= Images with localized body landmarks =
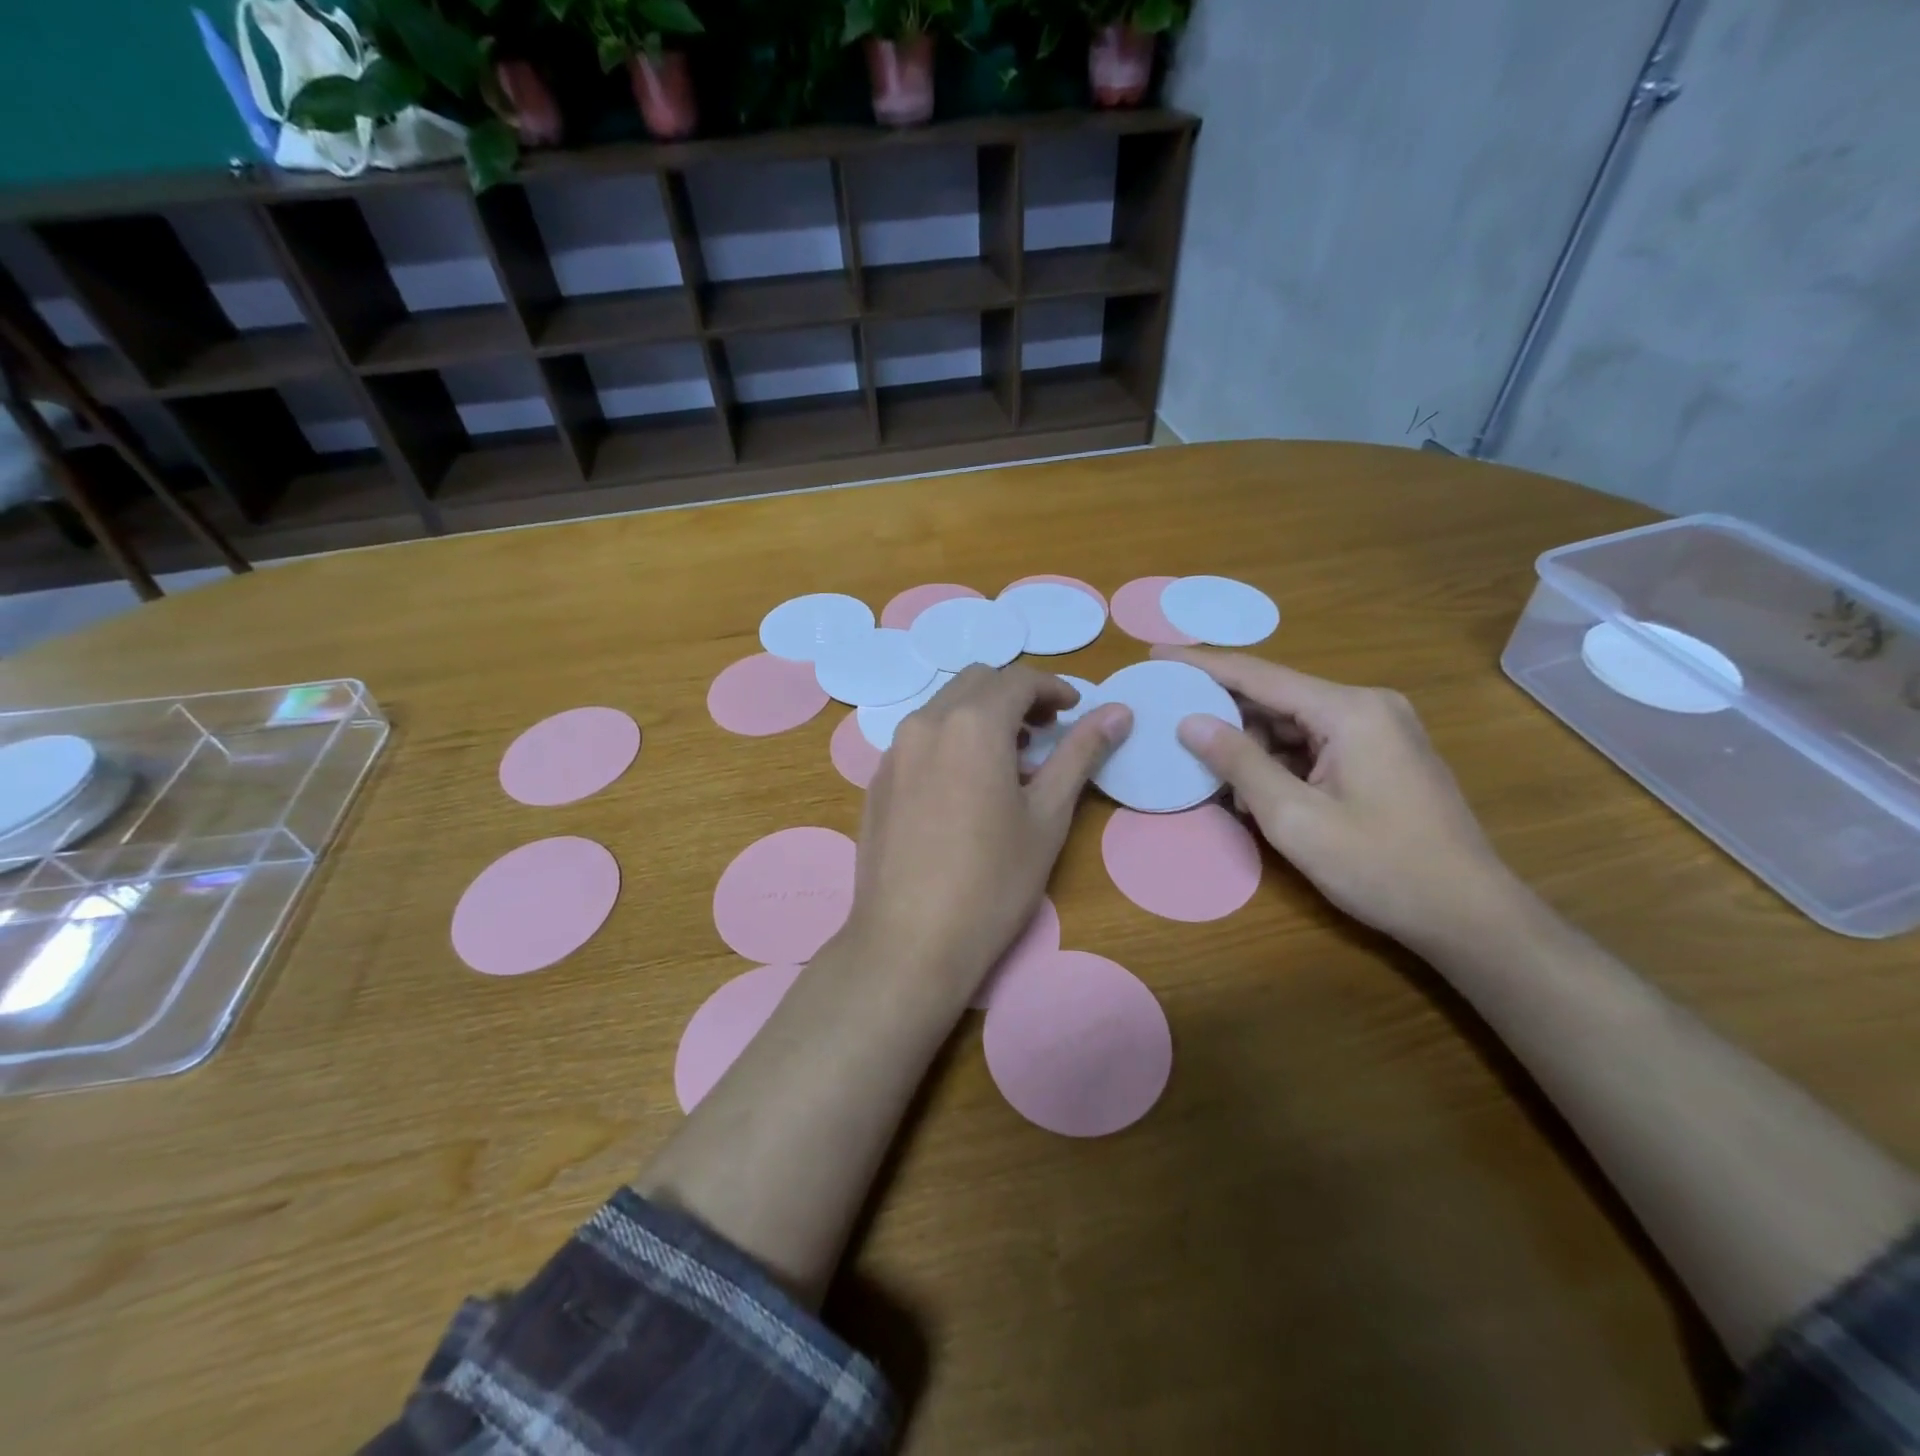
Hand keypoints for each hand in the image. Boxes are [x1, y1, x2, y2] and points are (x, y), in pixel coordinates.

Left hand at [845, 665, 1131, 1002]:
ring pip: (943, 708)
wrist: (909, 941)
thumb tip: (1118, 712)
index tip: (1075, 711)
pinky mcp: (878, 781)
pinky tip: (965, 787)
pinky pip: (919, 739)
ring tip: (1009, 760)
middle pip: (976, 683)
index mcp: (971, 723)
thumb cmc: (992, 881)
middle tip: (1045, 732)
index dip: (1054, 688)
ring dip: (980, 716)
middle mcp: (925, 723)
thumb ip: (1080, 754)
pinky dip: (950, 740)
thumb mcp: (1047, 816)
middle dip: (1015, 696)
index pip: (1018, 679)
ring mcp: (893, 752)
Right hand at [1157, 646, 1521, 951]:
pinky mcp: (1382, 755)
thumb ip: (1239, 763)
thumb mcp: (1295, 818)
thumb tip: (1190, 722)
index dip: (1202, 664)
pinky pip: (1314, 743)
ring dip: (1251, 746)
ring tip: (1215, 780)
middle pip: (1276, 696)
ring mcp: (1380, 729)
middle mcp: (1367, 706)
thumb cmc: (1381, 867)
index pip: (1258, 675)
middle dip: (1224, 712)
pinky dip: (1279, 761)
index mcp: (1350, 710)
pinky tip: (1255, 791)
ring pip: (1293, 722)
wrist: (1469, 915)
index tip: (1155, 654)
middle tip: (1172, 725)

==

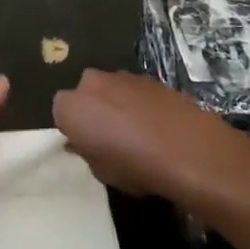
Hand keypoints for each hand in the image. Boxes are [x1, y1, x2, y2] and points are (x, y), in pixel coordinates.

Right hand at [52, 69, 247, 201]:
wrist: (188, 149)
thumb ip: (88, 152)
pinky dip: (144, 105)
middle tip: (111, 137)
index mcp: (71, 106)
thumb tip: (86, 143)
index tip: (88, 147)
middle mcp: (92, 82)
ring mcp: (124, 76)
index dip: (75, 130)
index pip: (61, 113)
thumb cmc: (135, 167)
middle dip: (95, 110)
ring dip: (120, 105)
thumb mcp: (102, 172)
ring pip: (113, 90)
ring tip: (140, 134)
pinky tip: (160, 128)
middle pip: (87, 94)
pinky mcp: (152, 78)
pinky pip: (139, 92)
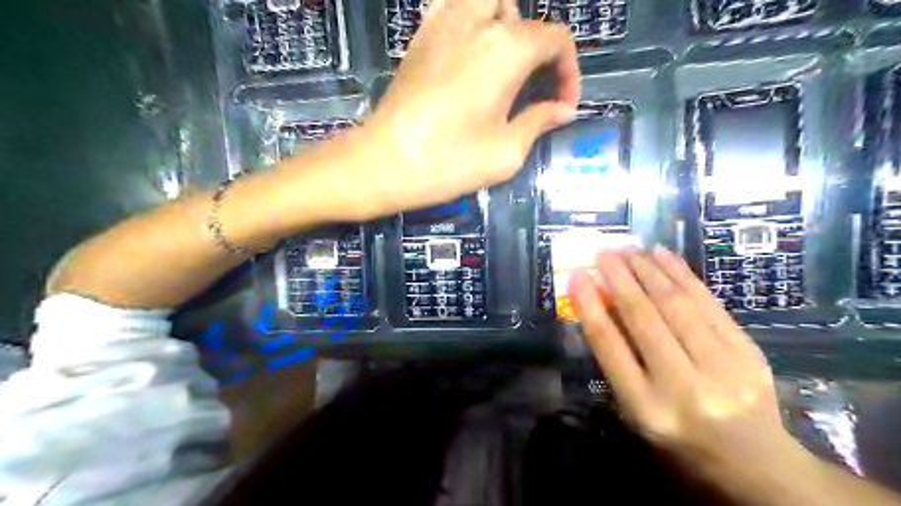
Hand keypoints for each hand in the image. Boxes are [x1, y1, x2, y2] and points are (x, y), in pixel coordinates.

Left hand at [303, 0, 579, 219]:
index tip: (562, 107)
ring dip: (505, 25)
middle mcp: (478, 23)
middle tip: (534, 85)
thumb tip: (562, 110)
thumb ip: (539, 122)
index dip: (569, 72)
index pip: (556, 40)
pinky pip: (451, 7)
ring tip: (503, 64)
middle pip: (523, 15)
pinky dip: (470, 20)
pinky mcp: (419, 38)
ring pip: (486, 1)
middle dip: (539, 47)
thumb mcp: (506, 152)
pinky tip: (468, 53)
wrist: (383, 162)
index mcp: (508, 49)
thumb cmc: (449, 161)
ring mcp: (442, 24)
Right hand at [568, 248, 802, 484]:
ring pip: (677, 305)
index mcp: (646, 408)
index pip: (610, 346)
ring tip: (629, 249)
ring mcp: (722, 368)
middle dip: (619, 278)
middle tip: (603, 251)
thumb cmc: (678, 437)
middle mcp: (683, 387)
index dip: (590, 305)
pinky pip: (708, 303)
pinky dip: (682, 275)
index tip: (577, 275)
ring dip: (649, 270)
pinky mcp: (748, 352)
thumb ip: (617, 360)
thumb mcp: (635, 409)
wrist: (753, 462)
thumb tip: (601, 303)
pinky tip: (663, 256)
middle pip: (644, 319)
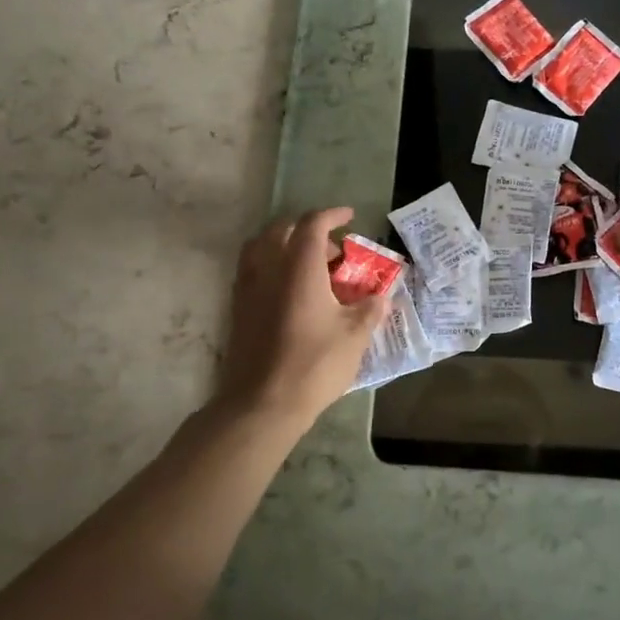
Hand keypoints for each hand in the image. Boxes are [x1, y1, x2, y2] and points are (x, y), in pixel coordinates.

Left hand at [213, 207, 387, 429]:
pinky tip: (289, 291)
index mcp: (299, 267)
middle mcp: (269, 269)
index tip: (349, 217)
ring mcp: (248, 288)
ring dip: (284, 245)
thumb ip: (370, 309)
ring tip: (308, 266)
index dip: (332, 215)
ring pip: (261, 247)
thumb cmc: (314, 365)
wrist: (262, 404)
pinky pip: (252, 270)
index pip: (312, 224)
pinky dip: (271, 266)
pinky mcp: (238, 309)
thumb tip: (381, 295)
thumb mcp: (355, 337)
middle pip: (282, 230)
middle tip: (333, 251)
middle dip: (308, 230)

= Required work =
Using only the entries above, output the line with "thumb cmc: (449, 161)", the line with "pinky dip: (682, 275)", and all lines between them, exactly as they stand.

= Exercise result =
thumb cmc: (449, 161)
ring mcp: (442, 24)
Right hand at [568, 248, 802, 484]:
ring pip: (677, 305)
index mcp: (646, 408)
index pip: (610, 346)
ring tip: (629, 249)
ring mcp: (722, 368)
middle dip: (619, 278)
middle tip: (603, 251)
thumb cmc: (678, 437)
middle mcp: (683, 387)
index dip: (590, 305)
pinky pip: (708, 303)
pinky dip: (682, 275)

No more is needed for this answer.